I think in general, the idea of Buffy (California girl turned vampire slayer) translates better in TV show format. The Buffy of the television series is much more complex and developed because there were many seasons for Joss Whedon to do so. Overall, I did love the movie, but I am one of those people who is a sucker for campy movies made in the 90s. And love-interest, Luke Perry, in all of his early-90s-hot-glory was def a plus. (David Boreanaz on the TV show is... just pure yum.) The movie is just fun. I'd recommend it.
Since Hollywood can't seem to turn out anything actually new lately, a Buffy movie remake is in the works. Joss Whedon is not connected to the project, so a lot of Buffy fans are skeptical of the potential of this revamp to be ... good. And probably rightly so.

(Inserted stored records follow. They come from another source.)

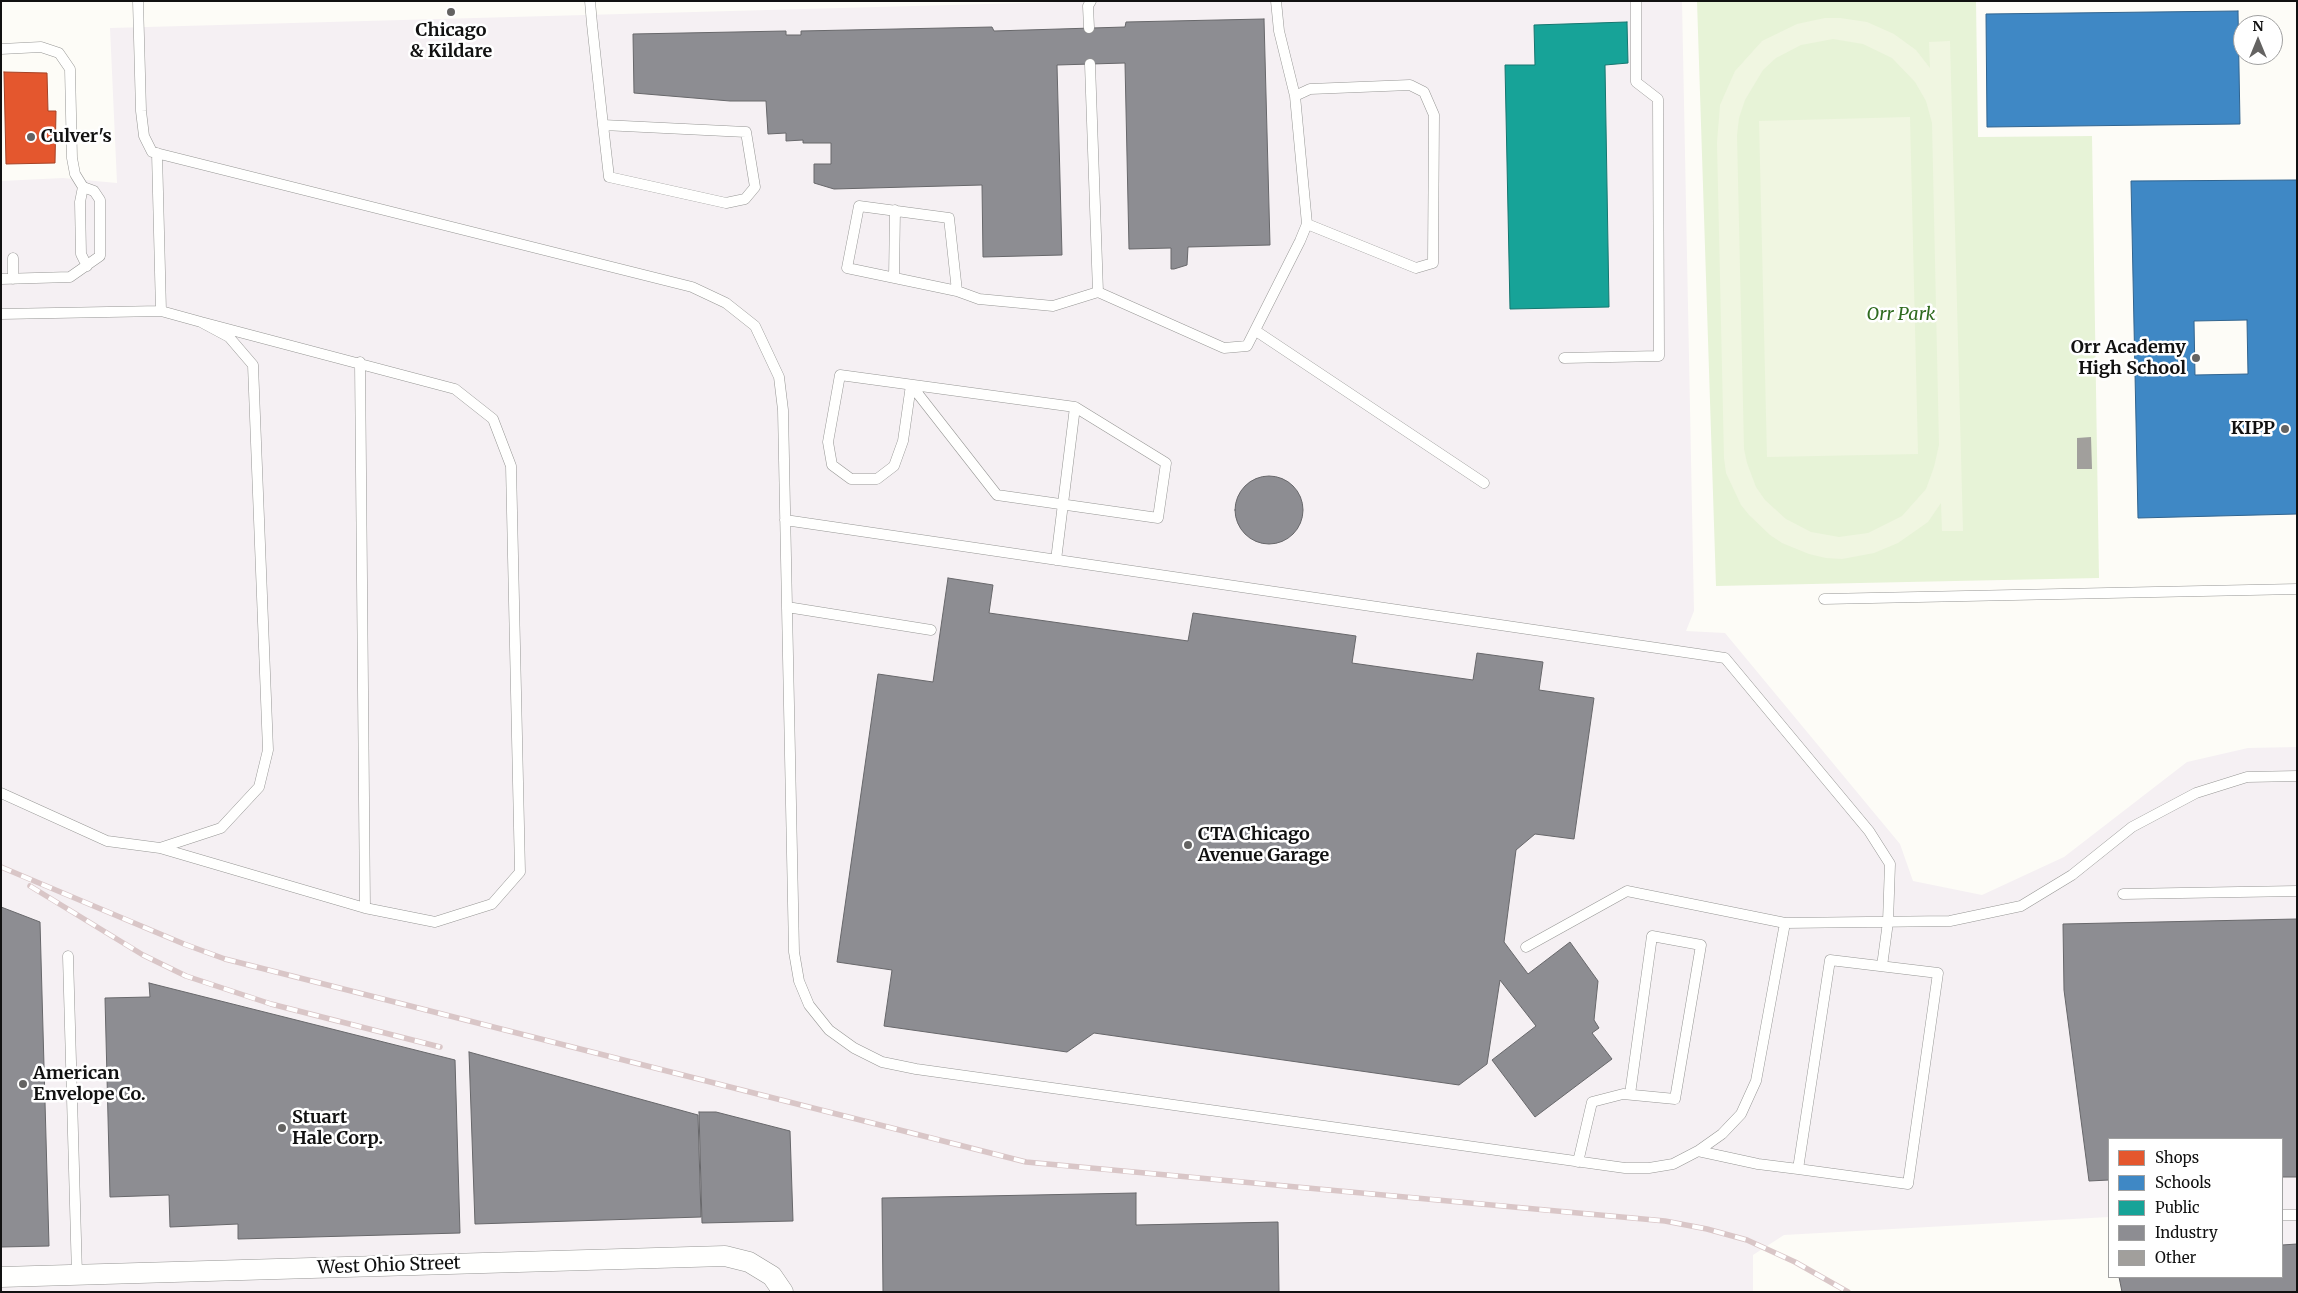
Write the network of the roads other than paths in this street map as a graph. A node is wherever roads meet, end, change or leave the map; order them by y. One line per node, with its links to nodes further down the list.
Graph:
1 (138, 1): 11 (lane)
2 (590, 1): 10 (lane)
3 (1091, 1): 6 (lane)
4 (1276, 1): 9 (lane)
5 (1636, 1): 26 (lane)
6 (1089, 28)
7 (1, 49): 12 (lane)
8 (1090, 64): 21 (lane)
9 (1295, 96): 14 (lane); 14 (lane)
10 (603, 125): 10 (lane)
11 (157, 153): 22 (lane); 32 (lane)
12 (83, 187): 16 (lane); 16 (lane)
13 (896, 210): 17 (lane); 17 (lane); 20 (lane)
14 (1307, 224): 25 (lane)
15 (13, 258): 19 (lane)
16 (87, 266): 19 (lane)
17 (894, 278): 20 (lane)
18 (1, 279): 19 (lane)
19 (13, 279)
20 (957, 291): 21 (lane)
21 (1098, 292): 25 (lane)
22 (161, 311): 23 (lane); 24 (lane)
23 (1, 314)
24 (201, 322): 27 (lane); 40 (lane)
25 (1256, 331): 30 (lane)
26 (1564, 358)
27 (360, 362): 43 (lane); 43 (lane)
28 (911, 385): 28 (lane); 29 (lane); 31 (lane)
29 (1075, 407): 31 (lane); 31 (lane)
30 (1484, 483)
31 (1063, 504): 33 (lane)
32 (785, 520): 33 (lane); 36 (lane)
33 (1056, 560): 44 (lane)
34 (2297, 589): 35 (lane)
35 (1824, 600)
36 (787, 607): 37 (lane); 51 (lane)
37 (930, 630)
38 (2297, 776): 44 (lane)
39 (1, 793): 40 (lane)
40 (160, 848): 43 (lane)
41 (2297, 891): 42 (lane)
42 (2123, 894)
43 (365, 908)
44 (1888, 922): 45 (lane); 48 (lane)
45 (1785, 923): 46 (lane); 50 (lane)
46 (1526, 947)
47 (68, 956): 55 (lane)
48 (1882, 966): 52 (lane); 52 (lane)
49 (1630, 1094): 49 (lane); 51 (lane)
50 (1698, 1151): 51 (lane); 52 (lane)
51 (1578, 1162)
52 (1798, 1169)
53 (2283, 1215): 54 (lane)
54 (2297, 1215)
55 (77, 1274): 56 (street, West Ohio Street); 57 (street, West Ohio Street)
56 (1, 1277)
57 (777, 1284)

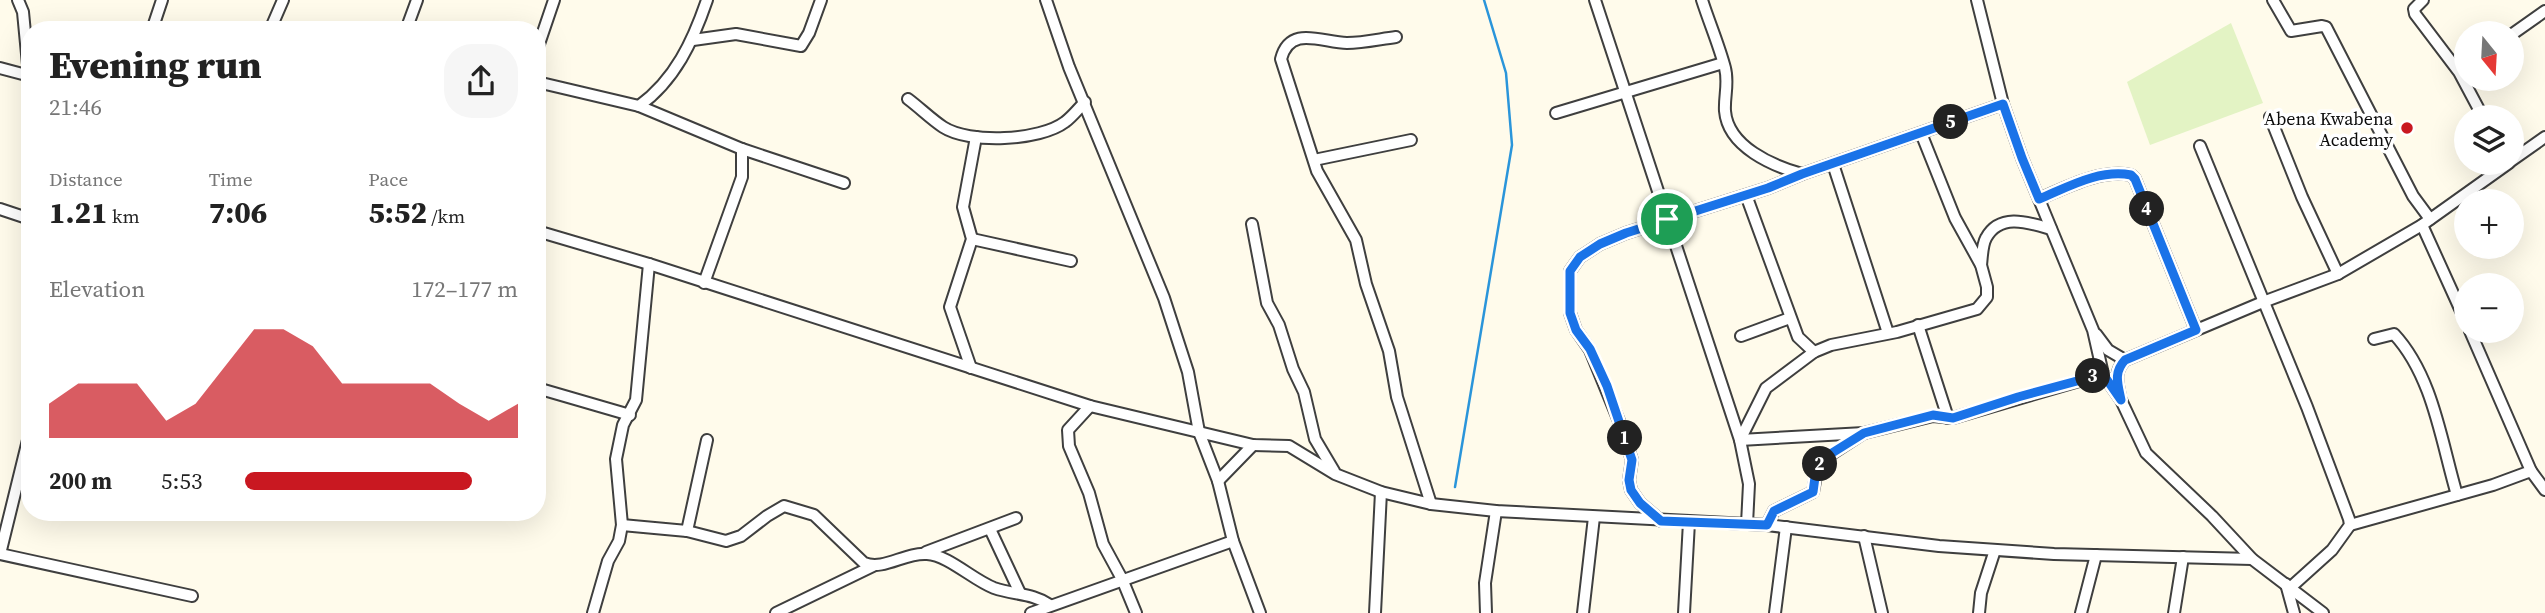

One of my concerns about the remake is that the cheerleader-who-is-a-secret-vampire-killer is kind of dated by now. In the 90s, the idea that a funny blonde cheerleader could be a secret sassy badass was way used. It was part of that whole 90s girl power movement, where pop culture told girls they could be sassy feminist girls as long as they celebrated femininity in a somewhat stereotypical way. I don't think the secret-cheerleader-badass trope has completely disappeared since the 90s, but I do think that it has changed and taken on a somewhat darker form (see Sugar & Spice, But I'm a Cheerleader, or Jennifer's Body). In general, movies and TV have just gotten a lot darker than they were in the campy 90s. Times have changed. Cheerleaders in fiction have often represented the skanky, evil opposition, but even mainstream pop-culture (see Glee) has made cheerleaders an even more sinister. Will a Buffy remake feel outdated? Or will it be fresh?